Technological advancements often come with potential business applications that could produce the next Facebook, Groupon or NetFlix for the savvy entrepreneur.
So what are the next big things for business in 2011? Brian Mennecke, an Iowa State University associate professor in management information systems who studies high-end business technology, made these predictions:
"We already see numerous applications on mobile phones like this, but we will see a growing number of applications that use a person's spatial location to 'push' goods and services based on context," says Mennecke, who teaches e-commerce at Iowa State. "Context is key if vendors and service providers can learn your behavioral patterns and tie this to your context—i.e., where you are, what goes on there, what meaning is associated between that place, time, and other people who are present, etc. They can then be more targeted and, from the advertisers' perspective, more successful marketing promotions that can be customized to the individual."
While this context-specific target marketing will offer better services, Mennecke warns that it may also bring privacy and security risks.
"As people flutter about protesting naked scanner images and invasive body pat-downs by the TSA at airports, mobile service providers and vendors to whom they sell their data will be engaged in the virtual equivalent of a body scan on our daily habits and behaviors," he says.
"The traditional role of the corporation as a place to work and build a career as a long-term 'tenured' employee will continue to fade away," Mennecke says.
Mennecke theorizes that most people engage in long-term employment with a firm because of the high transaction costs associated with operating as an independent contractor. He also says most organizations are satisfied with maintaining a pool of qualified, but often less than optimally productive, employees because of buyer-side transaction costs.
But he sees technology changing that by making labor easier to both sell and buy through "spot markets," and because physical proximity is less of a constraint.
"An organization can now go out and relatively easily find the best people in short order and contract their services regardless of their location," he says. "So if a firm in Iowa needs a contractor who is a world-class Python programmer, that firm can seek out the programmer quickly and integrate him or her into the organization as a virtual team member. While this trend has its limits, we are already seeing it manifest in IT, where many of our best student graduates take contract work because they can make more money doing so.

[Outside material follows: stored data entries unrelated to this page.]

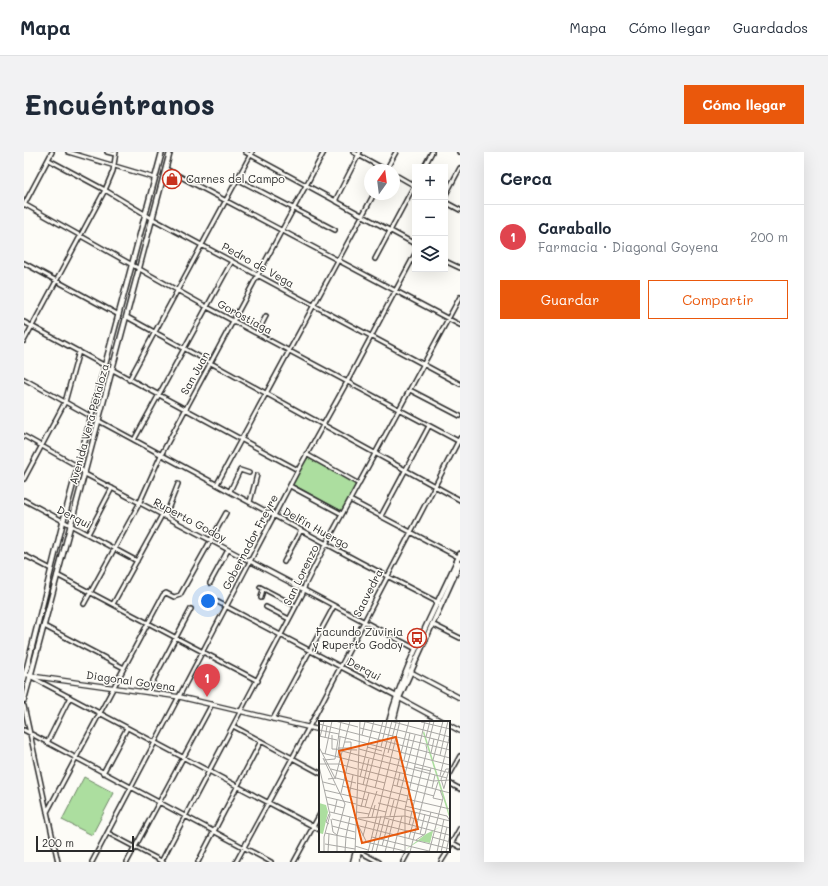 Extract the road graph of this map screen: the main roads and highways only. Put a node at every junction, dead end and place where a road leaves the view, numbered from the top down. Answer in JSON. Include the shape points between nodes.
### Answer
{"nodes":[{"id":1,"x":162,"y":152,"type":"edge"},
{"id":2,"x":170,"y":152,"type":"edge"},
{"id":3,"x":460,"y":556,"type":"edge"},
{"id":4,"x":460,"y":563,"type":"edge"},
{"id":5,"x":439,"y":603,"type":"junction"},
{"id":6,"x":408,"y":671,"type":"junction"},
{"id":7,"x":25,"y":673,"type":"edge"},
{"id":8,"x":24,"y":679,"type":"edge"},
{"id":9,"x":397,"y":697,"type":"junction"},
{"id":10,"x":24,"y":700,"type":"edge"},
{"id":11,"x":389,"y":721,"type":"edge"},
{"id":12,"x":392,"y":721,"type":"edge"},
{"id":13,"x":358,"y":852,"type":"edge"},
{"id":14,"x":358,"y":852,"type":"edge"},
{"id":15,"x":353,"y":862,"type":"edge"},
{"id":16,"x":357,"y":862,"type":"edge"}],
"edges":[{"from":1,"to":7,"type":"main road","name":"Avenida Vera Peñaloza"},
{"from":2,"to":10,"type":"main road","name":"Avenida Vera Peñaloza"},
{"from":3,"to":5,"type":"main road"},
{"from":4,"to":5,"type":"main road"},
{"from":5,"to":6,"type":"main road"},
{"from":5,"to":6,"type":"main road","via":[[432,624]]},
{"from":6,"to":9,"type":"main road"},
{"from":7,"to":8,"type":"main road","name":"Avenida Vera Peñaloza"},
{"from":9,"to":11,"type":"main road"},
{"from":9,"to":12,"type":"main road"},
{"from":13,"to":15,"type":"main road"},
{"from":14,"to":16,"type":"main road"}]} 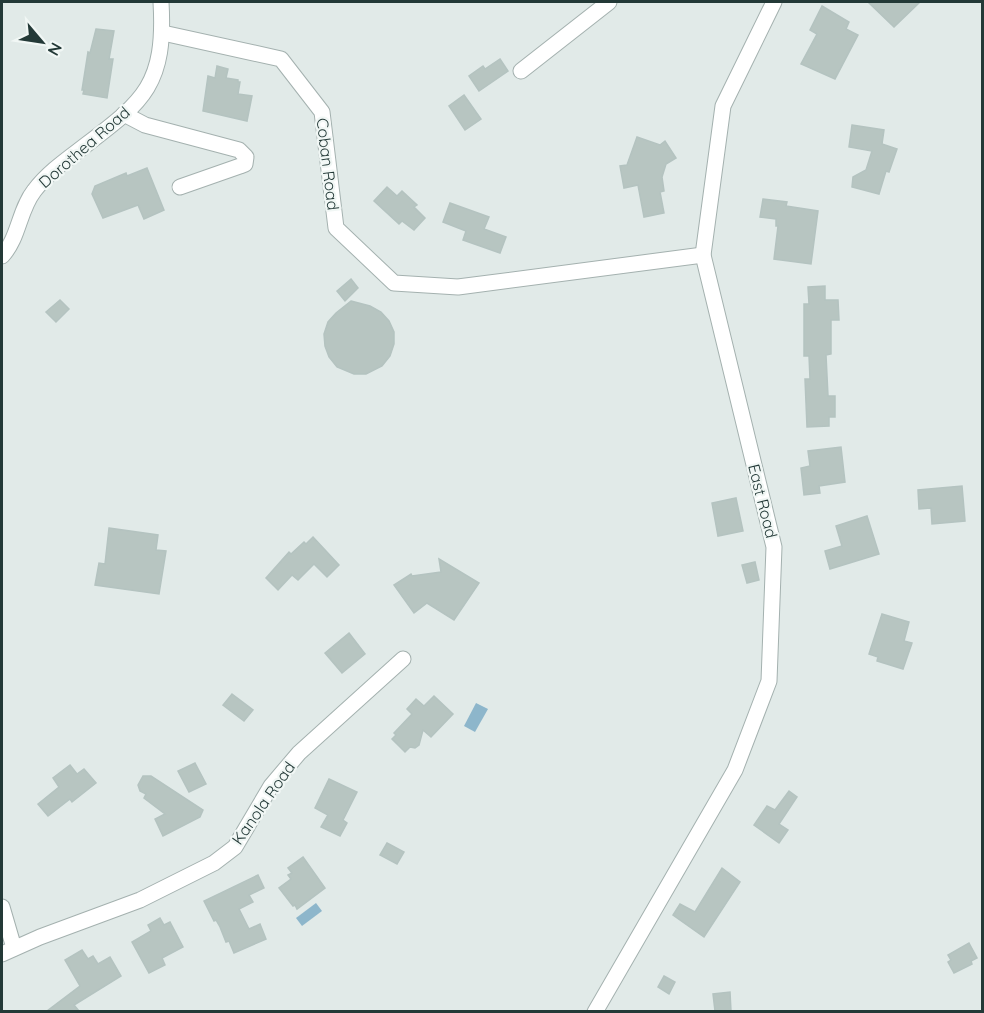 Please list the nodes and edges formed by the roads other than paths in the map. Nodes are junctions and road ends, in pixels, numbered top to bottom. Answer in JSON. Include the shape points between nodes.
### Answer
{"nodes":[{"id":1,"x":161,"y":2,"type":"edge"},
{"id":2,"x":609,"y":2,"type":"edge"},
{"id":3,"x":774,"y":2,"type":"edge"},
{"id":4,"x":163,"y":33,"type":"junction"},
{"id":5,"x":521,"y":71,"type":"dead end"},
{"id":6,"x":124,"y":114,"type":"junction"},
{"id":7,"x":180,"y":187,"type":"dead end"},
{"id":8,"x":703,"y":255,"type":"junction"},
{"id":9,"x":2,"y":256,"type":"edge"},
{"id":10,"x":403,"y":659,"type":"dead end"},
{"id":11,"x":2,"y":907,"type":"edge"},
{"id":12,"x":8,"y":951,"type":"edge"},
{"id":13,"x":595,"y":1011,"type":"edge"}],
"edges":[{"from":1,"to":4,"type":"street","name":"Dorothea Road"},
{"from":2,"to":5,"type":"street"},
{"from":3,"to":8,"type":"street","name":"East Road","via":[[723,106]]},
{"from":4,"to":6,"type":"street","name":"Dorothea Road","via":[[151,81]]},
{"from":4,"to":8,"type":"street","name":"Coban Road","via":[[281,59],[322,112],[336,228],[394,283],[458,287]]},
{"from":6,"to":7,"type":"street","via":[[145,126],[239,150],[246,157],[245,164]]},
{"from":6,"to":9,"type":"street","name":"Dorothea Road","via":[[32,192]]},
{"from":8,"to":13,"type":"street","name":"East Road","via":[[774,547],[769,681],[735,770]]},
{"from":10,"to":12,"type":"street","name":"Kanola Road","via":[[299,753],[271,786],[235,847],[214,863],[140,900]]},
{"from":11,"to":12,"type":"street"}]}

"In the end, many organizations will increasingly be able to operate like virtual adhocracies, where talent is brought to bear only when that talent is relevant and needed," he says.
"This Christmas will demonstrate the power of 3-D as consumers rush out to replace their 2-year-old 60-Hz LCDs with new 120-Hz LEDs so they can watch the movie Avatar in 3-D," Mennecke says. "Why is 3-D so popular, and what will this trend portend for the future of the web? I have been studying 3-D spaces and virtual representations for several years and my conclusion is that the web will be the next frontier for 3-D."
Mennecke predicts that as 3-D capable technology proliferates, applications to take advantage of those capabilities will follow—not only in entertainment centers and gaming consoles, but also on desktop and notebook computers. And his Iowa State research team has been studying the reasons for such 3-D fascination.
"In a paper that will be published soon in the Decision Sciences journal, we explain that a 3-D virtual representation of a person in the form of an avatar helps users to engage in games and other 3-D simulations by, in a sense, fooling our perceptions into believing that the avatar is a real person," Mennecke says. "This happens because an avatar calls on real-world representations of bodily activities and thereby causes a user to engage with the other user's avatar in a manner similar to the way we are drawn into interactions with other 'real world' people with whom we do things together."
He says these virtual interactions will eventually become a regular part of business websites where firms will use these affinity-building processes to make customers feel more welcomed. So much like a store that has a salesperson who makes customers feel welcome and comfortable, Mennecke predicts online retailers could similarly take advantage of these processes to attract customers to return to their online stores by using welcoming avatars and 3-D spaces for interaction and enjoyment—possibly as early as 2011.